There'll be a patch for this coming sometime this year, I'm sure. Maybe by March.
I wonder if Microsoft was warned about this before this information was posted.
You are in error. No-one is screaming. Thank you for your cooperation.
I mean, honestly.
What the author is complaining about here is that someone can take a WORLD OPENABLE FILE and modify it.
This is the exact same thing that we see on Slashdot every other day regarding DRM files. Repeat after me: If you can open it, you can change it. Heck, you can probably cut and paste the contents into a new unprotected Word document!
The only news here is that you can "reinsert" the password into the document. Big whooptie doo.
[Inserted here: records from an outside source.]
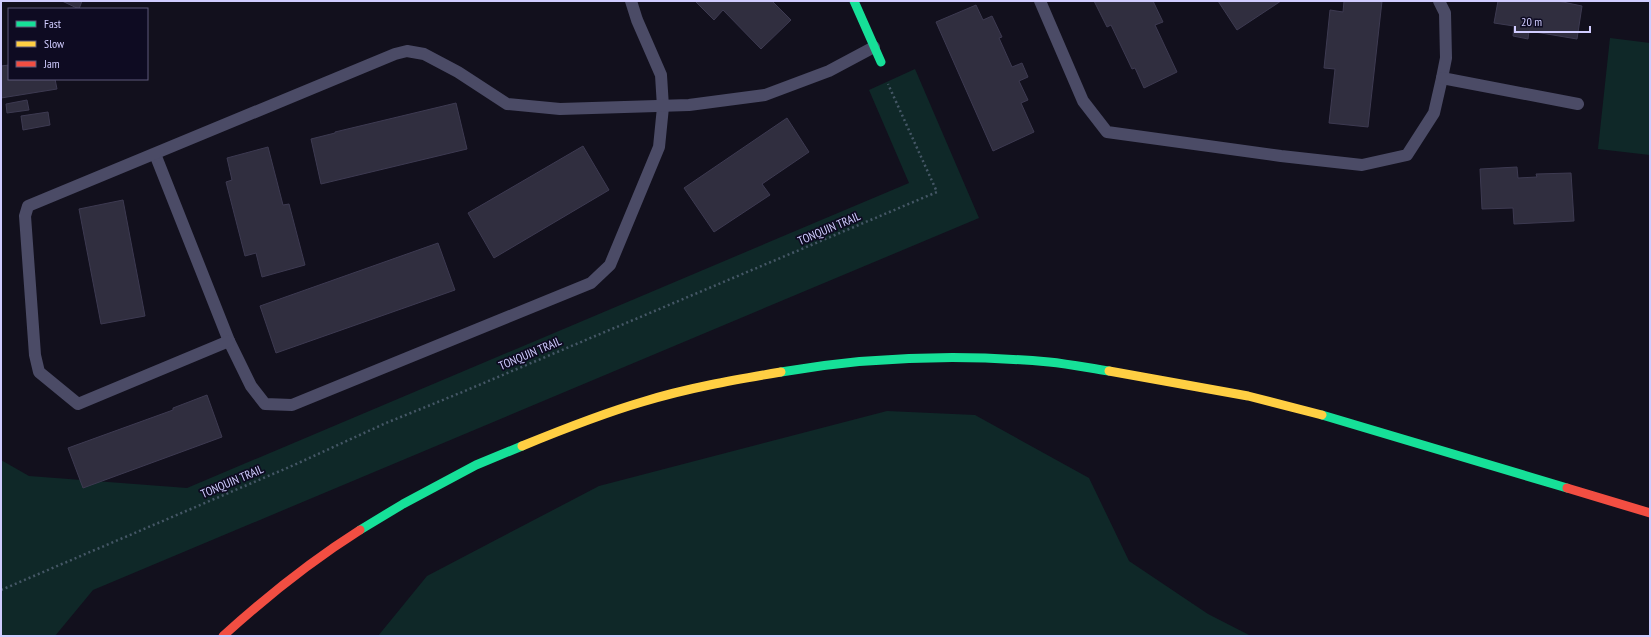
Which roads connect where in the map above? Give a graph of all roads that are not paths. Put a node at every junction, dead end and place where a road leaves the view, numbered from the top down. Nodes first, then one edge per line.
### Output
1 (631, 1) edge
2 (854, 1) edge
3 (1040, 1) edge
4 (1439, 1) edge
5 (874, 47) junction
6 (881, 62) road end
7 (1442, 78) junction
8 (1578, 104) dead end
9 (663, 107) junction
10 (155, 154) junction
11 (229, 341) junction
12 (1650, 513) edge
13 (222, 636) edge

1 - 9 lane
2 - 5 main road
3 - 7 lane
4 - 7 lane
5 - 6 main road
5 - 9 lane
7 - 8 lane
9 - 10 lane
9 - 11 lane
10 - 11 lane
10 - 11 lane
12 - 13 main road

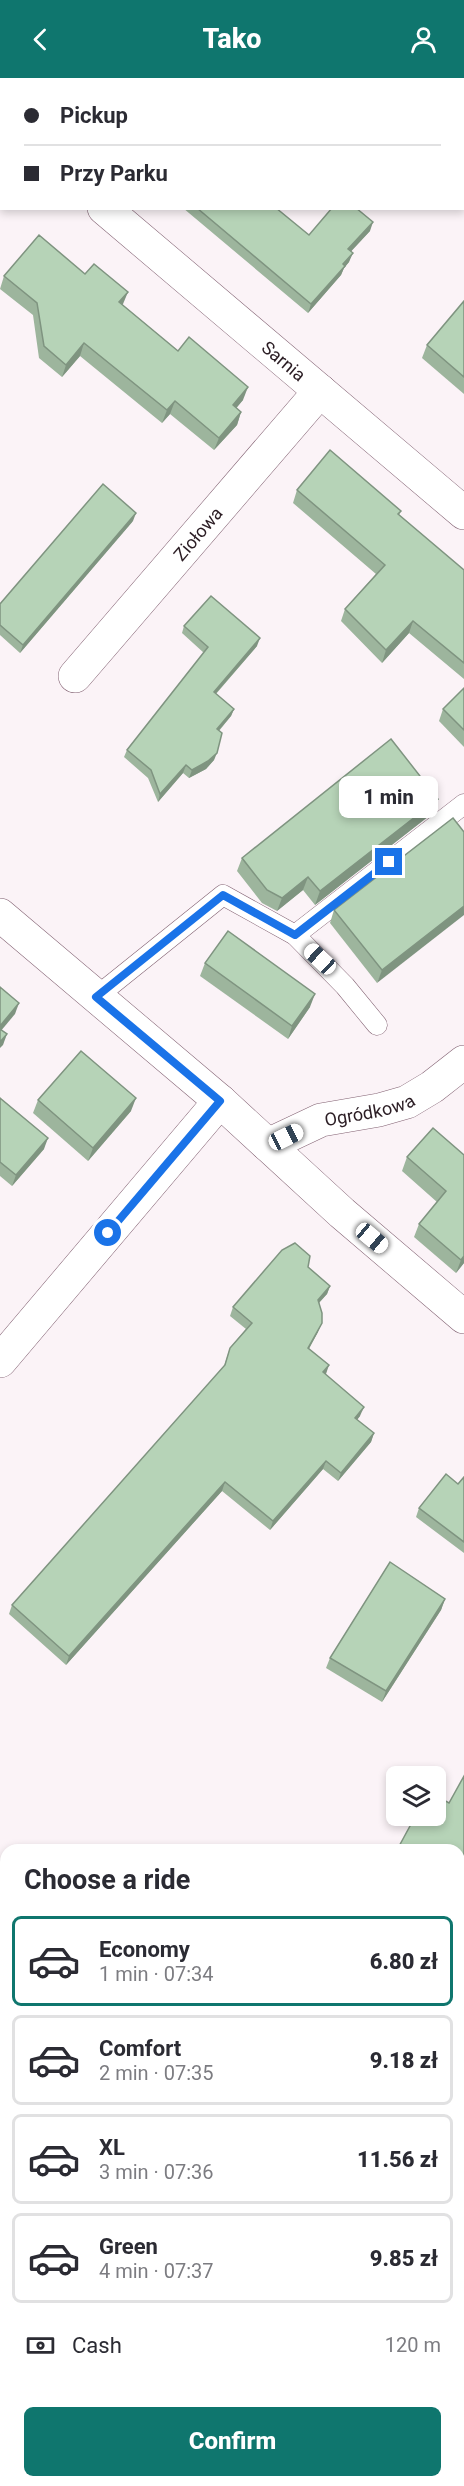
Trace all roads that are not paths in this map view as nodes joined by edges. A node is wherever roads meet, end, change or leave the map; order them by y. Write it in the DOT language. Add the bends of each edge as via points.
graph roads {
  1 [pos="106,210"];
  2 [pos="320,391"];
  3 [pos="464,513"];
  4 [pos="75,676"];
  5 [pos="464,804"];
  6 [pos="0,915"];
  7 [pos="295,935"];
  8 [pos="96,997"];
  9 [pos="377,1025"];
  10 [pos="464,1062"];
  11 [pos="220,1101"];
  12 [pos="268,1145"];
  13 [pos="464,1317"];
  14 [pos="0,1361"];
  1 -- 2 [label="street, Sarnia"];
  2 -- 3 [label="street, Sarnia"];
  2 -- 4 [label="street, Ziołowa"];
  5 -- 7 [label="lane"];
  6 -- 8 [label="street"];
  7 -- 8 [label="lane" via="223,895"];
  7 -- 9 [label="lane"];
  8 -- 11 [label="street"];
  10 -- 12 [label="street, Ogródkowa" via="407,1102 321,1120"];
  11 -- 12 [label="street"];
  11 -- 14 [label="street"];
  12 -- 13 [label="street"];
}
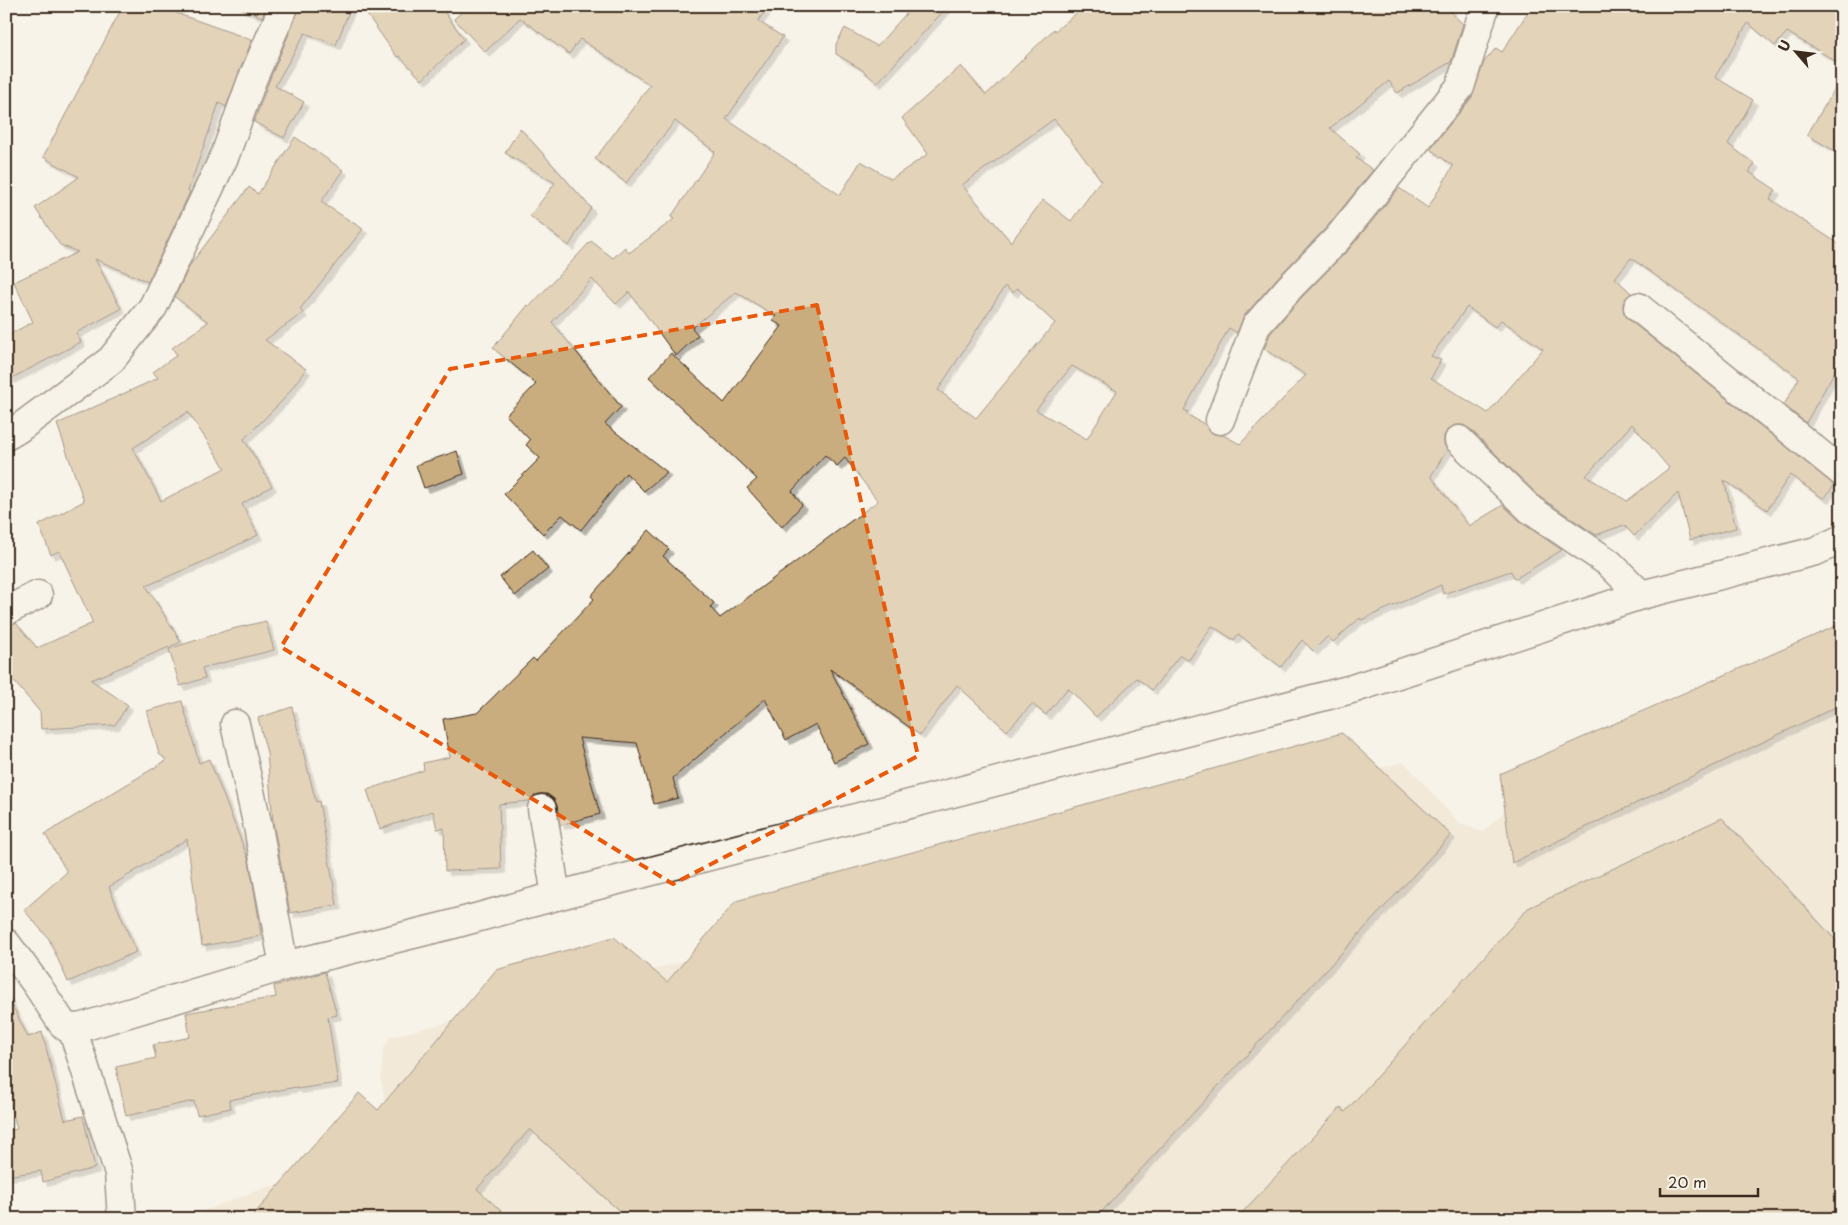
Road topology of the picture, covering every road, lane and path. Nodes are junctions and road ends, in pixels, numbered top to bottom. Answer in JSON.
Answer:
{"nodes":[{"id":1,"x":284,"y":6,"type":"edge"},
{"id":2,"x":1485,"y":6,"type":"edge"},
{"id":3,"x":1638,"y":307,"type":"dead end"},
{"id":4,"x":1220,"y":420,"type":"dead end"},
{"id":5,"x":6,"y":436,"type":"edge"},
{"id":6,"x":1459,"y":440,"type":"dead end"},
{"id":7,"x":1842,"y":472,"type":"edge"},
{"id":8,"x":1842,"y":539,"type":"edge"},
{"id":9,"x":38,"y":595,"type":"dead end"},
{"id":10,"x":1641,"y":595,"type":"junction"},
{"id":11,"x":6,"y":611,"type":"edge"},
{"id":12,"x":235,"y":724,"type":"dead end"},
{"id":13,"x":542,"y":809,"type":"dead end"},
{"id":14,"x":556,"y":896,"type":"junction"},
{"id":15,"x":6,"y":943,"type":"edge"},
{"id":16,"x":284,"y":966,"type":"junction"},
{"id":17,"x":72,"y":1028,"type":"junction"},
{"id":18,"x":122,"y":1219,"type":"edge"}],
"edges":[{"from":1,"to":5,"type":"street"},
{"from":2,"to":4,"type":"street"},
{"from":3,"to":7,"type":"street"},
{"from":6,"to":10,"type":"street"},
{"from":8,"to":10,"type":"street"},
{"from":9,"to":11,"type":"street"},
{"from":10,"to":14,"type":"street"},
{"from":12,"to":16,"type":"street"},
{"from":13,"to":14,"type":"street"},
{"from":14,"to":16,"type":"street"},
{"from":15,"to":17,"type":"street"},
{"from":16,"to":17,"type":"street"},
{"from":17,"to":18,"type":"street"}]}
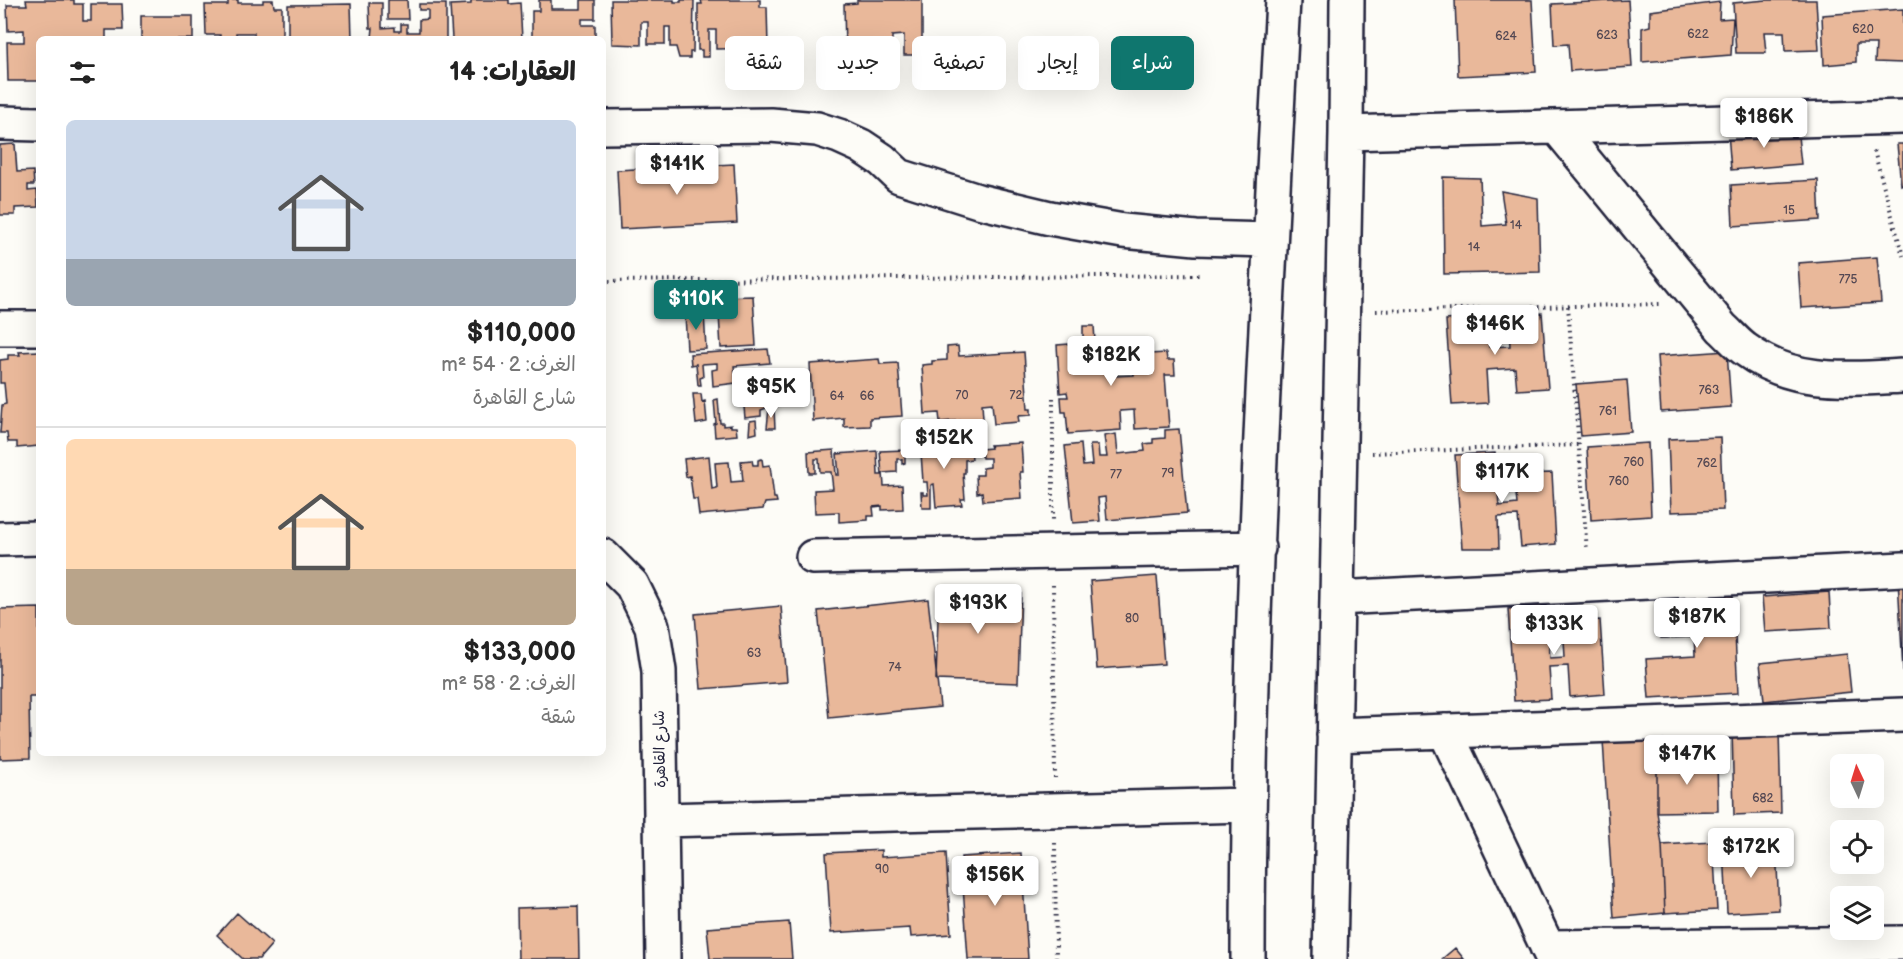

Because if I were to publish a form in a public location I would not keep a protected backup elsewhere for it.
What's next?
"A researcher has discovered that by opening a document on one PC he can retype the document on the PC to his right in an unprotected format. The style of the document needed a little tweaking to match the original, but it was doable".
I mean, SERIOUSLY. These files merely have a small protection against being overwritten accidentally. If you want real protection in the Microsoft world, use EFS, share permissions, something else.
Word has a couple levels of protection:
1) Change protection. This is merely a stupid password to make sure you don't accidentally change the document, make sure you can only write in certain fields, etc. It's a poor man's DRM.
2) Read protection. This is true encryption. It was really poor under Office 95, but from Office 97 and forwards it has been significantly strengthened, to the point where it's now a pure brute force attack. Pick a line from a song as a passphrase and you won't break the document open in a million years.
Office 2003 is supposed to have some magical DRM properties that go even beyond these capabilities in that you can permission a document to be readable but not printable, you can forward only within an organization or you can expire the document in three days. When we see an article on how to break that (beyond digital camera and OCR) I'll be impressed.